◆ **Material for this task**
================
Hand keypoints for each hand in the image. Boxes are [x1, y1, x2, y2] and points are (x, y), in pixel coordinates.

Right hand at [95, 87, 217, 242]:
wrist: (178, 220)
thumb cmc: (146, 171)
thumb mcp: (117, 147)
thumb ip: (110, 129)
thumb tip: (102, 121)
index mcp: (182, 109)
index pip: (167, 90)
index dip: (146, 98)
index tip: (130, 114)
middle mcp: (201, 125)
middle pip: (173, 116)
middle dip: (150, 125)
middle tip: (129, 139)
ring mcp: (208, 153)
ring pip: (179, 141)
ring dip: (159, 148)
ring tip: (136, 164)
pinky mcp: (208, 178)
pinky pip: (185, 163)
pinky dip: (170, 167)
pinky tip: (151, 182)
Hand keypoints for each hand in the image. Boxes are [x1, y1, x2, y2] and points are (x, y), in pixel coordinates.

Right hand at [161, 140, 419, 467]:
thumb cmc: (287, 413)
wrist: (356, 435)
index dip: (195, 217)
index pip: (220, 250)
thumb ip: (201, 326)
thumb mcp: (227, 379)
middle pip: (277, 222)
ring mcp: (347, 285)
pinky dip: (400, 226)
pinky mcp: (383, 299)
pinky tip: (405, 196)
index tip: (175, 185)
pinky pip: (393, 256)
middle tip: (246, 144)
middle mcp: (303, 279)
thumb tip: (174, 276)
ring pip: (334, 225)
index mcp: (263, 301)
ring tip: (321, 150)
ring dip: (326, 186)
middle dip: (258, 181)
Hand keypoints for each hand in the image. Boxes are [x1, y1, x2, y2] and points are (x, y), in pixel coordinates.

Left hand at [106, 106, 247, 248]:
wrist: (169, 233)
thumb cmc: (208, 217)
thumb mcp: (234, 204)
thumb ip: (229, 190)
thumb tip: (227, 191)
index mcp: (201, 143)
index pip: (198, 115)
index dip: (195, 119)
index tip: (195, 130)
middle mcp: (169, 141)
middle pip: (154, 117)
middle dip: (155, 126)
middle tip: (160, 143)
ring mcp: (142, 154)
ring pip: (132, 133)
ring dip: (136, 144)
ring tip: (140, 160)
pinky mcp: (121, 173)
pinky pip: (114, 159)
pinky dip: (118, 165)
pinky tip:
================
◆ **What to do**
From the line containing "wrist: (356, 435)" down to the last line of the data, transcribe every line exactly; nothing else should appear.

◆ **Reply**
wrist: (356, 435)
index dip: (195, 217)
index pip: (220, 250)
thumb ip: (201, 326)
thumb mcp: (227, 379)
middle pip: (277, 222)
ring mcp: (347, 285)
pinky dip: (400, 226)
pinky mcp: (383, 299)
pinky tip: (405, 196)
index tip: (175, 185)
pinky pip: (393, 256)
middle tip: (246, 144)
middle mcp: (303, 279)
thumb tip: (174, 276)
ring pip: (334, 225)
index mcp: (263, 301)
ring tip: (321, 150)
ring dip: (326, 186)
middle dip: (258, 181)
Hand keypoints for each hand in the image. Boxes are [x1, y1, x2, y2] and points are (x, y), in pixel coordinates.

Left hand at [106, 106, 247, 248]:
wrist: (169, 233)
thumb cmc: (208, 217)
thumb mcp: (234, 204)
thumb ip: (229, 190)
thumb tip: (227, 191)
index mcp: (201, 143)
index pip: (198, 115)
index dip: (195, 119)
index tip: (195, 130)
middle mcp: (169, 141)
middle pip: (154, 117)
middle dip: (155, 126)
middle tip: (160, 143)
ring mcp: (142, 154)
ring pip: (132, 133)
ring dip: (136, 144)
ring tip: (140, 160)
pinky mcp: (121, 173)
pinky pip: (114, 159)
pinky dip: (118, 165)
pinky tip:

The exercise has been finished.